(WHAT YOU SHOULD DO) Which of the lines below hold "dead"? Please return each one.

(Saved entries)
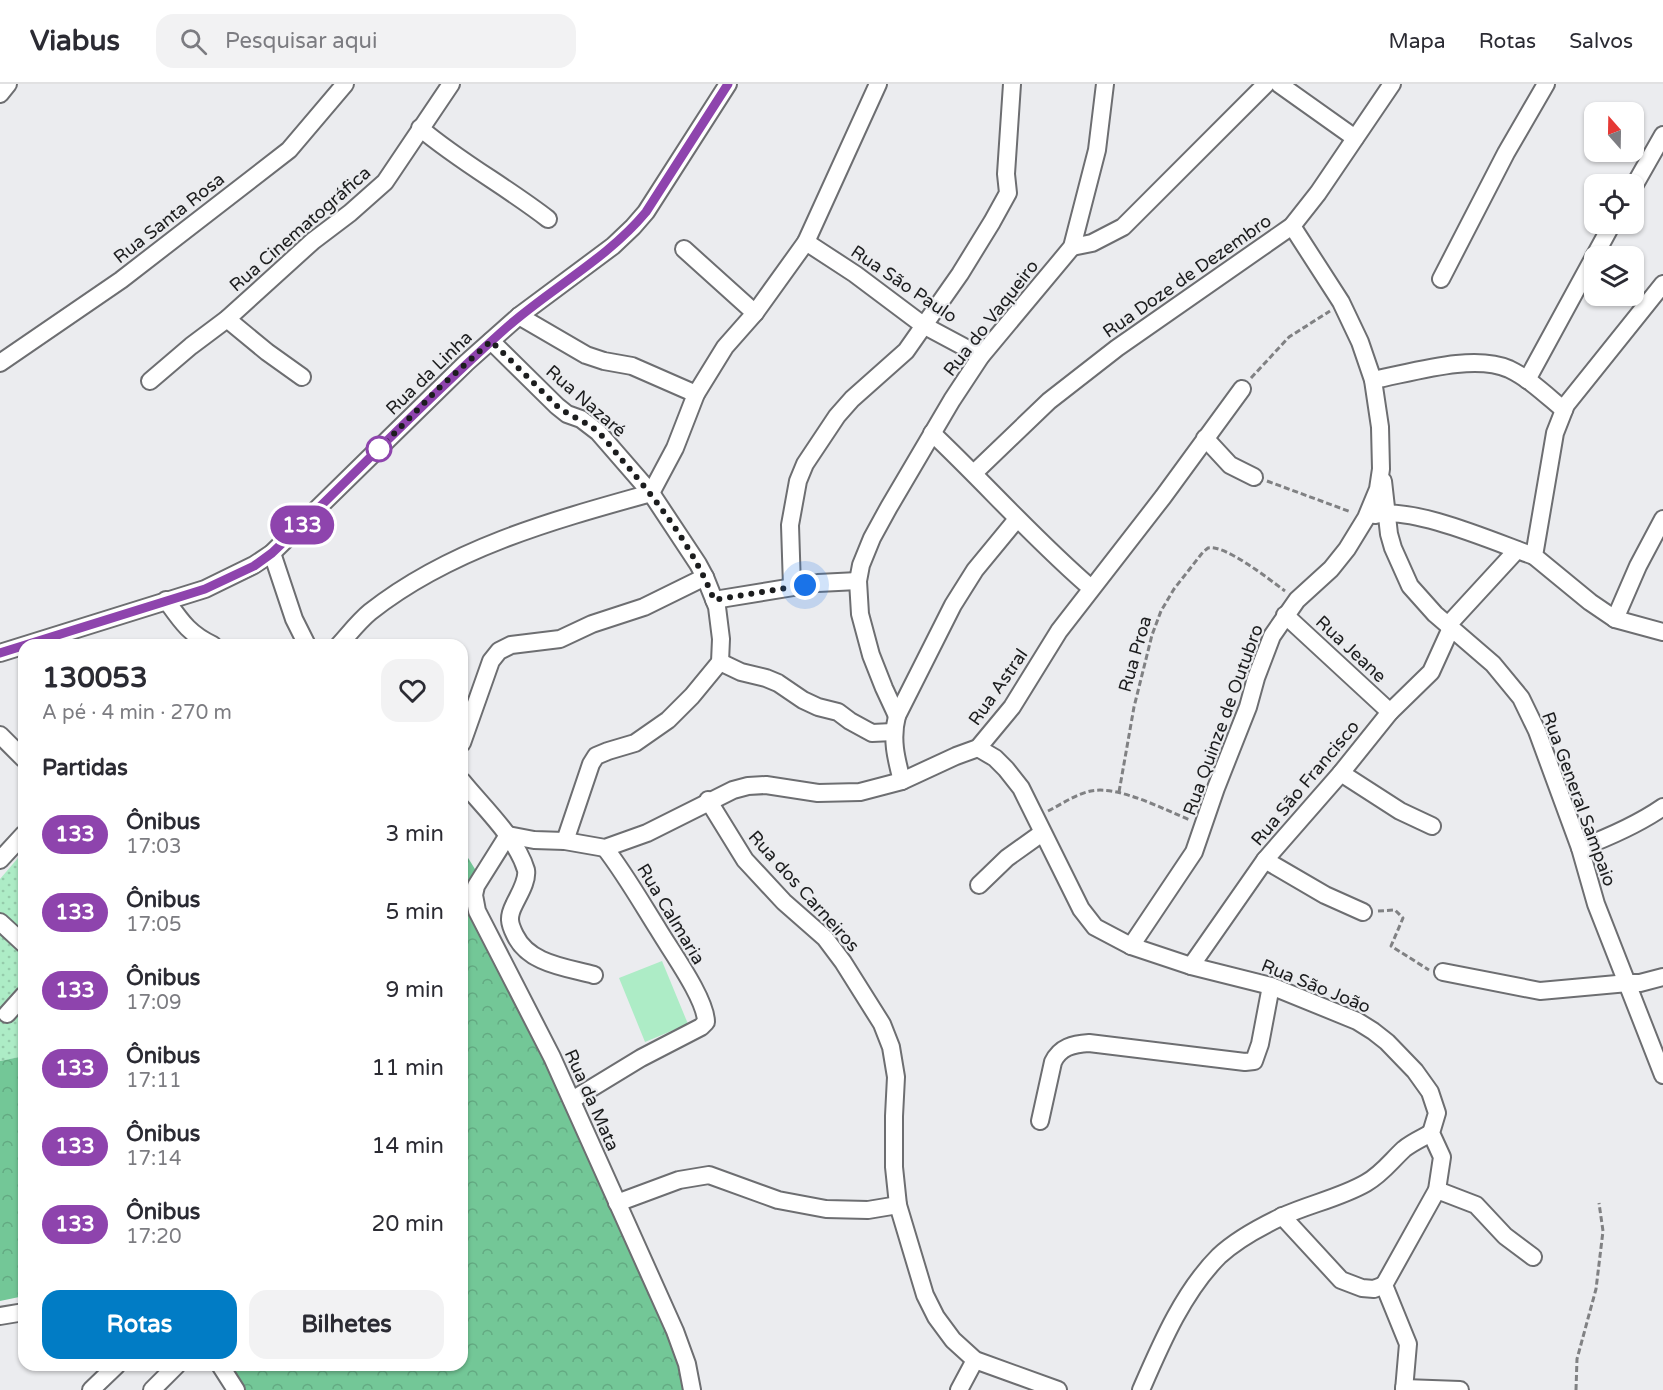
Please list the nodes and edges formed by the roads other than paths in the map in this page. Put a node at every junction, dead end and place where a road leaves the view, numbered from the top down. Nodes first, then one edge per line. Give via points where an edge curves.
1 (8, 84) edge
2 (345, 84) edge
3 (451, 84) edge
4 (728, 84) edge
5 (878, 84) edge
6 (1012, 84) edge
7 (1105, 84) edge
8 (1266, 84) edge
9 (1279, 84) edge
10 (1392, 84) edge
11 (1546, 84) edge
12 (0, 94) edge
13 (420, 128) junction
14 (1663, 135) edge
15 (1355, 138) junction
16 (1641, 174) edge
17 (548, 219) dead end
18 (1292, 225) junction
19 (1607, 234) edge
20 (806, 242) junction
21 (1072, 247) junction
22 (684, 249) dead end
23 (1441, 279) dead end
24 (1663, 284) edge
25 (755, 313) junction
26 (519, 316) junction
27 (227, 319) junction
28 (923, 325) junction
29 (491, 341) junction
30 (981, 356) junction
31 (0, 363) edge
32 (302, 377) dead end
33 (1527, 380) junction
34 (150, 381) dead end
35 (1373, 381) junction
36 (1242, 389) road end
37 (696, 394) junction
38 (1564, 410) junction
39 (932, 434) junction
40 (1205, 438) junction
41 (1381, 469) junction
42 (974, 473) junction
43 (1254, 477) road end
44 (651, 493) junction
45 (1386, 512) junction
46 (1366, 518) junction
47 (1017, 519) junction
48 (1663, 519) edge
49 (1517, 550) junction
50 (272, 553) junction
51 (1534, 556) junction
52 (705, 577) junction
53 (858, 581) junction
54 (792, 587) junction
55 (1091, 588) junction
56 (166, 600) junction
57 (714, 600) junction
58 (1285, 615) junction
59 (1615, 619) junction
60 (1449, 627) junction
61 (1663, 632) edge
62 (44, 639) edge
63 (198, 639) edge
64 (303, 639) edge
65 (345, 639) edge
66 (18, 647) edge
67 (0, 653) edge
68 (720, 662) junction
69 (1390, 712) junction
70 (895, 724) junction
71 (468, 726) edge
72 (0, 735) edge
73 (978, 748) junction
74 (18, 753) edge
75 (1341, 773) junction
76 (902, 781) junction
77 (468, 788) edge
78 (708, 800) junction
79 (1663, 807) edge
80 (1039, 826) junction
81 (1432, 826) dead end
82 (508, 835) junction
83 (18, 840) edge
84 (565, 841) junction
85 (606, 848) junction
86 (1580, 848) junction
87 (0, 860) edge
88 (1265, 860) junction
89 (979, 885) dead end
90 (1363, 912) road end
91 (0, 922) edge
92 (18, 938) edge
93 (1131, 946) junction
94 (1191, 966) junction
95 (1443, 972) road end
96 (594, 975) dead end
97 (1663, 977) edge
98 (1628, 983) junction
99 (1271, 986) junction
100 (18, 1002) edge
101 (7, 1014) dead end
102 (1663, 1075) edge
103 (572, 1100) junction
104 (1040, 1121) dead end
105 (1431, 1133) junction
106 (1437, 1190) junction
107 (617, 1203) junction
108 (898, 1205) junction
109 (1282, 1216) junction
110 (1533, 1257) dead end
111 (1384, 1285) junction
112 (18, 1313) edge
113 (0, 1316) edge
114 (975, 1360) junction
115 (111, 1371) edge
116 (171, 1371) edge
117 (224, 1371) edge
118 (1404, 1389) edge
119 (91, 1390) edge
120 (152, 1390) edge
121 (236, 1390) edge
122 (692, 1390) edge
123 (959, 1390) edge
124 (1058, 1390) edge
125 (1141, 1390) edge
126 (1460, 1390) edge

1 - 12 street
2 - 31 street, Rua Santa Rosa via 288,150 121,280
3 - 13 street, Rua Cinematográfica
4 - 26 street, Rua da Linha via 633,227 574,277
5 - 20 street
6 - 28 street via 1008,193 960,274
7 - 21 street via 1097,150
8 - 21 street via 1123,227 1092,243
9 - 15 street
10 - 15 street, Rua Doze de Dezembro
11 - 23 street
13 - 17 street
13 - 27 street, Rua Cinematográfica via 385,182
14 - 16 street
15 - 18 street, Rua Doze de Dezembro
18 - 35 street, Rua General Sampaio via 1341,302
18 - 42 street, Rua Doze de Dezembro via 1117,348 1049,401
19 - 33 street
20 - 25 street
20 - 28 street, Rua São Paulo
21 - 30 street, Rua do Vaqueiro
22 - 25 street
24 - 38 street
25 - 37 street via 725,347
26 - 29 street, Rua da Linha
26 - 37 street via 586,355 632,366
27 - 32 street
27 - 34 street, Rua Cinematográfica
28 - 30 street, Rua São Paulo
28 - 54 street via 906,351 837,416 805,464 790,525
29 - 44 street, Rua Nazaré via 557,406 598,432
29 - 50 street, Rua da Linha
30 - 39 street, Rua do Vaqueiro
33 - 35 street via 1487,363 1455,365
33 - 38 street
35 - 41 street, Rua General Sampaio via 1379,410
36 - 40 street, Rua Astral
37 - 44 street via 675,448
38 - 51 street via 1555,433
39 - 42 street
39 - 53 street, Rua do Vaqueiro via 872,538
40 - 43 street via 1230,465
40 - 55 street, Rua Astral
41 - 45 street, Rua General Sampaio
41 - 46 street, Rua General Sampaio
42 - 47 street
44 - 52 street, Rua Nazaré
44 - 65 street via 583,512 452,561 399,591 368,614
45 - 46 street
45 - 49 street via 1440,522
45 - 60 street, Rua General Sampaio via 1393,548 1410,586
46 - 58 street, Rua Quinze de Outubro via 1331,569
47 - 55 street
47 - 70 street via 952,605
48 - 59 street
49 - 51 street
49 - 60 street, Rua São Francisco
50 - 56 street, Rua da Linha via 205,589
50 - 64 street
51 - 59 street
52 - 57 street, Rua Nazaré
52 - 71 street via 644,608 560,639 511,645 499,651 491,662
53 - 54 street
53 - 70 street, Rua do Vaqueiro via 860,614
54 - 57 street
55 - 73 street, Rua Astral via 1012,707
56 - 62 street, Rua da Linha
56 - 63 street
57 - 68 street, Rua Nazaré via 721,639
58 - 69 street, Rua Jeane
58 - 93 street, Rua Quinze de Outubro via 1267,647 1194,852
59 - 61 street
60 - 69 street, Rua São Francisco via 1431,672
60 - 86 street, Rua General Sampaio via 1494,664 1521,698 1538,731
66 - 67 street, Rua da Linha
68 - 70 street via 778,683 872,733
68 - 84 street via 692,696 653,732 635,743 596,756
69 - 75 street, Rua São Francisco
70 - 76 street, Rua do Vaqueiro via 895,754
72 - 74 street
73 - 76 street, Rua Astral
73 - 80 street, Rua São João via 1006,768
75 - 81 street via 1400,811
75 - 88 street, Rua São Francisco
76 - 78 street, Rua Astral via 841,794 748,786
77 - 82 street
78 - 85 street, Rua Astral via 647,833
78 - 108 street, Rua dos Carneiros via 745,860 825,938 882,1024 896,1077 894,1167
79 - 86 street
80 - 89 street
80 - 93 street, Rua São João via 1088,920
82 - 84 street, Rua Astral
82 - 96 street via 526,870 509,915 520,945 530,955
82 - 103 street, Rua da Mata via 476,886 475,903
83 - 87 street
84 - 85 street, Rua Astral
85 - 103 street, Rua Calmaria via 701,1002 706,1022
86 - 98 street, Rua General Sampaio via 1596,904
88 - 90 street
88 - 94 street, Rua São Francisco
91 - 92 street
93 - 94 street, Rua São João
94 - 99 street, Rua São João
95 - 98 street via 1540,991
97 - 98 street
98 - 102 street, Rua General Sampaio
99 - 104 street via 1254,1061 1089,1043 1071,1045 1056,1054
99 - 105 street, Rua São João via 1357,1021 1387,1042 1430,1092 1437,1113
100 - 101 street
103 - 107 street, Rua da Mata
105 - 106 street, Rua São João via 1442,1157
105 - 109 street via 1405,1148 1367,1183
106 - 110 street via 1476,1205 1505,1236
106 - 111 street
107 - 108 street via 679,1180 709,1175 778,1200 826,1209 868,1210
107 - 122 street, Rua da Mata via 675,1330
108 - 114 street, Rua dos Carneiros via 932,1310 953,1340
109 - 111 street via 1341,1280 1362,1288
109 - 125 street via 1243,1238 1205,1272 1163,1341
111 - 118 street via 1408,1344
112 - 113 street
114 - 123 street
114 - 124 street, Rua dos Carneiros
115 - 119 street
116 - 120 street
117 - 121 street
118 - 126 street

(EXERCISE RESULT)
Please list the nodes and edges formed by the roads other than paths in the map in this page. Put a node at every junction, dead end and place where a road leaves the view, numbered from the top down. Nodes first, then one edge per line. Give via points where an edge curves.
17 (548, 219) dead end
22 (684, 249) dead end
23 (1441, 279) dead end
32 (302, 377) dead end
34 (150, 381) dead end
81 (1432, 826) dead end
89 (979, 885) dead end
96 (594, 975) dead end
101 (7, 1014) dead end
104 (1040, 1121) dead end
110 (1533, 1257) dead end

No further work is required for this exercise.